**What the task asks:**
From the records below, copy every line that contains the word "thumb".

**Input:**
+-------+

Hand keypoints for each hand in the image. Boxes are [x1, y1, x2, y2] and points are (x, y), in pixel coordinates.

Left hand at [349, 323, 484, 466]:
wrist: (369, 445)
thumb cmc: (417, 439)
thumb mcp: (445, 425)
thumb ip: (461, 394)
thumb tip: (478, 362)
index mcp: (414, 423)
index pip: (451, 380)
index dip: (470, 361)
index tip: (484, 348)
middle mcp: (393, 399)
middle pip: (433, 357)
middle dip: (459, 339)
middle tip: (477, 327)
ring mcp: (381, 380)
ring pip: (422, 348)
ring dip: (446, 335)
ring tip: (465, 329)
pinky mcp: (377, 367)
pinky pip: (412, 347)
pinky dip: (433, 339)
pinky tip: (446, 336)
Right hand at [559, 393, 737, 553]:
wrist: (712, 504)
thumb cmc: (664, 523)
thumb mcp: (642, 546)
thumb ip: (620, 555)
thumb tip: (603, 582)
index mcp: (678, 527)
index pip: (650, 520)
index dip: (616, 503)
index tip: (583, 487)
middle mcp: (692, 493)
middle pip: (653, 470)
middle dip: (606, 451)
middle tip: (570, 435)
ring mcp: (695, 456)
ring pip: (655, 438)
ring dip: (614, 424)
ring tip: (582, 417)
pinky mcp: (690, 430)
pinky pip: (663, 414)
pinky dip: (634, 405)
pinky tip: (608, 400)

+-------+

**Written response:**
thumb cmc: (417, 439)
thumb mcp: (445, 425)
thumb ip: (461, 394)
thumb tip: (478, 362)
thumb cmc: (664, 523)
thumb mcp: (642, 546)
thumb ip: (620, 555)
thumb tip: (603, 582)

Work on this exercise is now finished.